Department of Atherosclerosis and Thrombosis Research, Division of Research; Department of Biochemistry, Division of Laboratory Medicine
Dawson1 was one of the first investigators to suggest exercise as a therapeutic agent as well as a preventive measure for circulatory diseases. His description is given verbatim.
Patients with arterial sclerosis were placed upon a seesaw and gradually tipped up and down. Their symptoms, confusion and headache and their objective signs, color and mental condition were improved. Thus, one is led to ask, might not these gentle oscillations be duplicated in light calisthenics and might not the latter tend to prevent as well as alleviate the condition?Physical conditioning and physical fitness have been given much attention in the United States in recent years. Research interests have been stimulated by the recognition of the association of obesity, hyperlipemia, and coronary heart disease (CHD) to the lack of physical activity. The volume of research in this area in the past 2 decades is overwhelming.

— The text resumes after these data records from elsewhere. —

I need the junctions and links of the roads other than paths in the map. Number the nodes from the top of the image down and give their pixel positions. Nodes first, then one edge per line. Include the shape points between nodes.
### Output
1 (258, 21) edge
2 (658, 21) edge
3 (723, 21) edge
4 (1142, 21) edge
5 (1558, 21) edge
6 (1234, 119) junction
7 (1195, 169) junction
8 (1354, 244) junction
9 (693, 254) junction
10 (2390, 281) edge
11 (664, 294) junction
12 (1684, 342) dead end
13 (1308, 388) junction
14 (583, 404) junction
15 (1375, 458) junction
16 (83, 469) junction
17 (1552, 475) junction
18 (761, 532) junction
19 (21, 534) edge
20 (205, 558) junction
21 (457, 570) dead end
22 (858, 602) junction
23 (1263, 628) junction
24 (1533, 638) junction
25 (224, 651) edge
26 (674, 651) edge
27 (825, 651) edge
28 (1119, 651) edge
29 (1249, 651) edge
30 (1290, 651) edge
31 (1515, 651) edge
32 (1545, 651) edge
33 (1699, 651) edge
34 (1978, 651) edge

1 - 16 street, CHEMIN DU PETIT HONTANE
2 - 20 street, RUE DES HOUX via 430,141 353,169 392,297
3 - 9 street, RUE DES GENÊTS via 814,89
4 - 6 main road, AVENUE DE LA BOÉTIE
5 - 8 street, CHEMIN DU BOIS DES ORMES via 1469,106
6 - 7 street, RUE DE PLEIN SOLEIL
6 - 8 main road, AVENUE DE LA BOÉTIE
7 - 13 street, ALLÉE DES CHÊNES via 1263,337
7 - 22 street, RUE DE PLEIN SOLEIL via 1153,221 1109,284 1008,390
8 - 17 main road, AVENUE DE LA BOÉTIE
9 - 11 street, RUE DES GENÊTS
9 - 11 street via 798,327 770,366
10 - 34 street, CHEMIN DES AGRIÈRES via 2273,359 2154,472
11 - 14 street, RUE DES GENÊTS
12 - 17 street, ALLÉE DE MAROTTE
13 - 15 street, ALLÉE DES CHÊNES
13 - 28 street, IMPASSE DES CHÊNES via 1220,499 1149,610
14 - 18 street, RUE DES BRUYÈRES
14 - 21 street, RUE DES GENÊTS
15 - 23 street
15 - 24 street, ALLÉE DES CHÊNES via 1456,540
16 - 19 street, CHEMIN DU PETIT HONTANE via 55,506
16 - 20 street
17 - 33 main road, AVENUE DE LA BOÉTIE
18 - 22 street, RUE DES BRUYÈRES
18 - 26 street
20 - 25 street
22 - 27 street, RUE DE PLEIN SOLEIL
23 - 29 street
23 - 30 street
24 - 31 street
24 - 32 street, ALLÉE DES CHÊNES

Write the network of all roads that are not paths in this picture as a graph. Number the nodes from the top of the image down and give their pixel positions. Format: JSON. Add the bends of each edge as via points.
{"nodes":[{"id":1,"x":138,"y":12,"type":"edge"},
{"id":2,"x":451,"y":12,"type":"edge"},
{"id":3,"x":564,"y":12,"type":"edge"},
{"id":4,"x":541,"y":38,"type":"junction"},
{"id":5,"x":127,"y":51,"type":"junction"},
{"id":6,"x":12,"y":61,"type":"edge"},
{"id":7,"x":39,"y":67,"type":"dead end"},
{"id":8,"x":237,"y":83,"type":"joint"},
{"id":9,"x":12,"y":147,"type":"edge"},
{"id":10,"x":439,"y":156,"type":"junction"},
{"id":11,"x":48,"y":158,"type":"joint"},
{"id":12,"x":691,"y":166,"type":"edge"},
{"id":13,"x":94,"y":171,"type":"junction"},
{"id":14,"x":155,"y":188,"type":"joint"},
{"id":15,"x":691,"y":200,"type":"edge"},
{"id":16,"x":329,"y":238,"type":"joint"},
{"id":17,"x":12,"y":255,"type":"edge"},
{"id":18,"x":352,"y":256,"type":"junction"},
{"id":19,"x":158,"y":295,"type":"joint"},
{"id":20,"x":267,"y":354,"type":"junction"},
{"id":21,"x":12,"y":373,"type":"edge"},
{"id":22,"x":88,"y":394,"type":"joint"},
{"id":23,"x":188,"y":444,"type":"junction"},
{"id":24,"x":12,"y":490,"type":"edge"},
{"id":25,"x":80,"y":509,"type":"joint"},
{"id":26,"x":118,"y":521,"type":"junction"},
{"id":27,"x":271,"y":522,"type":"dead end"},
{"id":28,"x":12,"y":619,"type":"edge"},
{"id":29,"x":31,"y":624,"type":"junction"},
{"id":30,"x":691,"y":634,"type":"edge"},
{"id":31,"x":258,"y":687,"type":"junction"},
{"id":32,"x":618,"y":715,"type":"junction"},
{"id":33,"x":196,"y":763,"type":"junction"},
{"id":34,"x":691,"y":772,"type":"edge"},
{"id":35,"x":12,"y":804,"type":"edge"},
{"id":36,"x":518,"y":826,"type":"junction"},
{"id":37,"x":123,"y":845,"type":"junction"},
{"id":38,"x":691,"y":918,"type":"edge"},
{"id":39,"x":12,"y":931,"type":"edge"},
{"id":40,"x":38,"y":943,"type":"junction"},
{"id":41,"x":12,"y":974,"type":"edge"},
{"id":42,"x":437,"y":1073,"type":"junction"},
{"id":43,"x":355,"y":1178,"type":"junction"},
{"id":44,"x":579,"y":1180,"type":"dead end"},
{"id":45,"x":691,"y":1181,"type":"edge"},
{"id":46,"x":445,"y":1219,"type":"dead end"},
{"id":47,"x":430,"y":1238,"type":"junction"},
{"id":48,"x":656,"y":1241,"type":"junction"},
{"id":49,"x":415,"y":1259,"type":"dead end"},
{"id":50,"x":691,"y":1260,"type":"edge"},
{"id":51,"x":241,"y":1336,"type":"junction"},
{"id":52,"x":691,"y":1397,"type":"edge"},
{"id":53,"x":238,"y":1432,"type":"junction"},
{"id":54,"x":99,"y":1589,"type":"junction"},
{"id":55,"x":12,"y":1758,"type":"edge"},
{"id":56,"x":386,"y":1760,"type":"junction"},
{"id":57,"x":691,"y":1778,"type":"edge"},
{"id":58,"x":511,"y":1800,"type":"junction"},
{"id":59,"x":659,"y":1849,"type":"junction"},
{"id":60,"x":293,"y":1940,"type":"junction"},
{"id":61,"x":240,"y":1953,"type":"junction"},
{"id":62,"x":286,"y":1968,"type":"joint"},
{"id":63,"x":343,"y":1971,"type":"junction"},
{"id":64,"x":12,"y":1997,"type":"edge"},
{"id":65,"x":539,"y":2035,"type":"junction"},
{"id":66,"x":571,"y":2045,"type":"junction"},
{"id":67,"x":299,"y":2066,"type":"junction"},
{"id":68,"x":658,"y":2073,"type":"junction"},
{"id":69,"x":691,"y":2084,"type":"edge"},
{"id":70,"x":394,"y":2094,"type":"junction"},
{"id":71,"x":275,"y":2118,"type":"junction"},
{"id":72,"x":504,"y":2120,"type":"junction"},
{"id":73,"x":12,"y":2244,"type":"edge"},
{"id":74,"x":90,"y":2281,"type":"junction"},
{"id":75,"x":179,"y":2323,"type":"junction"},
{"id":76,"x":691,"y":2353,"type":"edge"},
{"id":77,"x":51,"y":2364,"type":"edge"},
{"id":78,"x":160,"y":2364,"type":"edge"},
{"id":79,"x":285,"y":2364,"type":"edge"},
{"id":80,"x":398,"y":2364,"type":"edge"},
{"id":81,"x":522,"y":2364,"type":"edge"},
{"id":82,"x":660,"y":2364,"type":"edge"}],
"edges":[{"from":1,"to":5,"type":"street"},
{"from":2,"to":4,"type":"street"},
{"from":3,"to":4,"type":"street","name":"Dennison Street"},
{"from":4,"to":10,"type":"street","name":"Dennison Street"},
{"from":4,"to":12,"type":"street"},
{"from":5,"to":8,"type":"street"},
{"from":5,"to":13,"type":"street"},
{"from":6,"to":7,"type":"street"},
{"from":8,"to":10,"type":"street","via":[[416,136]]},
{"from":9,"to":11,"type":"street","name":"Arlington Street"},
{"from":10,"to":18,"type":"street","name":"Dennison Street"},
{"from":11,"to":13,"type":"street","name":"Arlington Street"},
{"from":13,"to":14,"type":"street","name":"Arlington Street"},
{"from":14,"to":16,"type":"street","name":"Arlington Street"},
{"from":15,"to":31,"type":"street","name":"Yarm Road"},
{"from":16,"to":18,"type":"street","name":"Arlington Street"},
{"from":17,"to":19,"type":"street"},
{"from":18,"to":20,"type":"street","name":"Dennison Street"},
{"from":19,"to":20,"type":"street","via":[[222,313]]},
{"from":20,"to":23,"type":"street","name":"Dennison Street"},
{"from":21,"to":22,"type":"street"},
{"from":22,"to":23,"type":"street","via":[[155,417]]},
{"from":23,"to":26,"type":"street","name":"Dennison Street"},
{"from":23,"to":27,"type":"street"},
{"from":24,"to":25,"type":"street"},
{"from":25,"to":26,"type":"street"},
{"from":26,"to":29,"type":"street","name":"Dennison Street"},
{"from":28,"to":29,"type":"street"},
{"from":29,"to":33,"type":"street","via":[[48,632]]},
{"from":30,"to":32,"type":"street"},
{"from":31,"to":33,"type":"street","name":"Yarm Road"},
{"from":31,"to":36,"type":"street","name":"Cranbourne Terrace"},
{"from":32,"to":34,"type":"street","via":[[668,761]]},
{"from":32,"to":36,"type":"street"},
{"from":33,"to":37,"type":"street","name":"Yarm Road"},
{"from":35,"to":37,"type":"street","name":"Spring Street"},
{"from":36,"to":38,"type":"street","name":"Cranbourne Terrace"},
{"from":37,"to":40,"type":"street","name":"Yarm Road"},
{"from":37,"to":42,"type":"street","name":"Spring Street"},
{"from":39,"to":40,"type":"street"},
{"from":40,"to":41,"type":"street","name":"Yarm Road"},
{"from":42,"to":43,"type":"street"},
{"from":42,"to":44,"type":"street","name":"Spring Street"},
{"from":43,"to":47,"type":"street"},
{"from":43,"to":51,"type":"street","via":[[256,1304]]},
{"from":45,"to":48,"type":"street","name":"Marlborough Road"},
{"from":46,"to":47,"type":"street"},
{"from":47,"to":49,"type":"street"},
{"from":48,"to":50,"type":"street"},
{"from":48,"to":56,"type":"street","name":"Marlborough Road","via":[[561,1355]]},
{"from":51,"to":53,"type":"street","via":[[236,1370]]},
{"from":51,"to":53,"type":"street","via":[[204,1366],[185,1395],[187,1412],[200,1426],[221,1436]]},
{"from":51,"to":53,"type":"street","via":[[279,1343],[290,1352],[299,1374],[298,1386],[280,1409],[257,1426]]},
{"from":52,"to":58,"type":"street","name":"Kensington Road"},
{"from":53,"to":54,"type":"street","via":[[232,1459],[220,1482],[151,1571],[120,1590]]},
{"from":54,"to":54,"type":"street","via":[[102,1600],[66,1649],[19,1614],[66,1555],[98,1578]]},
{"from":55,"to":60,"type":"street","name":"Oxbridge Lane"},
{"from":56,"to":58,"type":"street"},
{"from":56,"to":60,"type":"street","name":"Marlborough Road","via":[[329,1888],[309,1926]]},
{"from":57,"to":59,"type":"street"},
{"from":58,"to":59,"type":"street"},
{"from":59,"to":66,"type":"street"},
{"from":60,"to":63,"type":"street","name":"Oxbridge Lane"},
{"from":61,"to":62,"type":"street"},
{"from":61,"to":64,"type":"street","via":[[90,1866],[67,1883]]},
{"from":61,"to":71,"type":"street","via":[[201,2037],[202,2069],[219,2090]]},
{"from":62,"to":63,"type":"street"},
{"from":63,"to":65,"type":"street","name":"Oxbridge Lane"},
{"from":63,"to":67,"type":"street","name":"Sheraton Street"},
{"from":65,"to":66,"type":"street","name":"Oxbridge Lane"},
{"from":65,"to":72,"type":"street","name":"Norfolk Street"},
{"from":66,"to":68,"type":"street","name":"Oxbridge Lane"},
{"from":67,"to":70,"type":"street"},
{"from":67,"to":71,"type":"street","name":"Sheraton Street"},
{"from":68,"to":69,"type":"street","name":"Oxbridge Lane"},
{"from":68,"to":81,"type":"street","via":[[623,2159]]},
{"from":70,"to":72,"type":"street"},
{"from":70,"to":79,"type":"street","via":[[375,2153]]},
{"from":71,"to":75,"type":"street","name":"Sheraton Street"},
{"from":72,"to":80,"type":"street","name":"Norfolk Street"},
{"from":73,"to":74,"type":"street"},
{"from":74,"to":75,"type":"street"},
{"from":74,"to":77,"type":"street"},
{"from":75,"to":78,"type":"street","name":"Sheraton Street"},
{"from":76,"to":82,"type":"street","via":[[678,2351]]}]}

This review will be divided into epidemiologic, human experimental and animal experimental findings on the effects of physical activity on serum cholesterol metabolism.
Although there are abundant population studies demonstrating the correlation between the incidences of angina pectoris, development of myocardial infarctions (MI), or deaths from CHD and physical activity or inactivity, this section will be primarily limited to the association between cholesterol level and physical activity. Heyden,2 Fox and Haskell,3 Fox and Skinner,4 Holloszy,5 and Hein and Ryan6 have reviewed the effects of physical activity or inactivity on MI or CHD.
Although the literature on the effect of exercise on decreased incidences of . .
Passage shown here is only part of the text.